-- ABOUT THIS TASK --
Look over the entries that follow and work out how many lines contain "Monaco". State the number only.

Collected data
◇ ◇ ◇ ◇ ◇ ◇ ◇

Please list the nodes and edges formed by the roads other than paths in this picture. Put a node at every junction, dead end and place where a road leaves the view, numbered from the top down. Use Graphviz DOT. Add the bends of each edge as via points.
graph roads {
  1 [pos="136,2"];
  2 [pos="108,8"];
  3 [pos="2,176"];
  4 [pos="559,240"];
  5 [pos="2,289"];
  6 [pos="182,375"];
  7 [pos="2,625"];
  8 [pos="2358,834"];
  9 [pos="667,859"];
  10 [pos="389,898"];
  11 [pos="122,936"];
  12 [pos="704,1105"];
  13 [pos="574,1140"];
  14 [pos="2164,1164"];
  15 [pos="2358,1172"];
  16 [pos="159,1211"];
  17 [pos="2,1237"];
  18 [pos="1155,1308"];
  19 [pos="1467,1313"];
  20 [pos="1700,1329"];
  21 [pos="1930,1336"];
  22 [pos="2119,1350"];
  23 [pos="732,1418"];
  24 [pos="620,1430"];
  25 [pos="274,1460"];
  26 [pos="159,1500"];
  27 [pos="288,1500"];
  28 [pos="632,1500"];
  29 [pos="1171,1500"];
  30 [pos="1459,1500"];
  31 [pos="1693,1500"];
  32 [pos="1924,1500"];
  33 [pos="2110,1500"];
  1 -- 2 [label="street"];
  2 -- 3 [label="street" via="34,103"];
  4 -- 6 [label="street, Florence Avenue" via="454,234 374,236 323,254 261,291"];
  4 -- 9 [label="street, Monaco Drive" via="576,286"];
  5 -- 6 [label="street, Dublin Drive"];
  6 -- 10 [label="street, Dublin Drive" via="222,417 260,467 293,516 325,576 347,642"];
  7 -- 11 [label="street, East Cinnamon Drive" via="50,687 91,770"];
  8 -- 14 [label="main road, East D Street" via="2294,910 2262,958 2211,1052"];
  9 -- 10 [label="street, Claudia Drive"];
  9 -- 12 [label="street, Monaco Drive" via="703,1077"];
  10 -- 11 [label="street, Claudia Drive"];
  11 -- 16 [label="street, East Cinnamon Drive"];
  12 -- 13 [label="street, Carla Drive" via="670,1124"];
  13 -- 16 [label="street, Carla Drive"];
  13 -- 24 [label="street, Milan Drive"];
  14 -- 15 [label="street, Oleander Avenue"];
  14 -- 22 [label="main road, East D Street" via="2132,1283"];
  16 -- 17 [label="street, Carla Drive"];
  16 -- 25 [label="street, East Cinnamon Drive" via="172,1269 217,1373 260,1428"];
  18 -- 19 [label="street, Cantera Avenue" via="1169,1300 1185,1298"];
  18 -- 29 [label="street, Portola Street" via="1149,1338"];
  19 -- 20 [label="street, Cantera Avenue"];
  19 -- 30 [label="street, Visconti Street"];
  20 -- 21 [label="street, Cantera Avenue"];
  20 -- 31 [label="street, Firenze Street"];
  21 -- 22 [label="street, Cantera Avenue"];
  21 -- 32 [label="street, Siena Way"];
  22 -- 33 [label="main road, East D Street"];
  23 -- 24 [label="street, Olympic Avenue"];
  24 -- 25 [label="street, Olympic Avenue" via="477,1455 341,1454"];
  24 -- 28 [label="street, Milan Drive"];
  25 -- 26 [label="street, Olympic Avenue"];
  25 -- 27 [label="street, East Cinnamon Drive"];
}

◇ ◇ ◇ ◇ ◇ ◇ ◇

-- YOUR SOLUTION --
2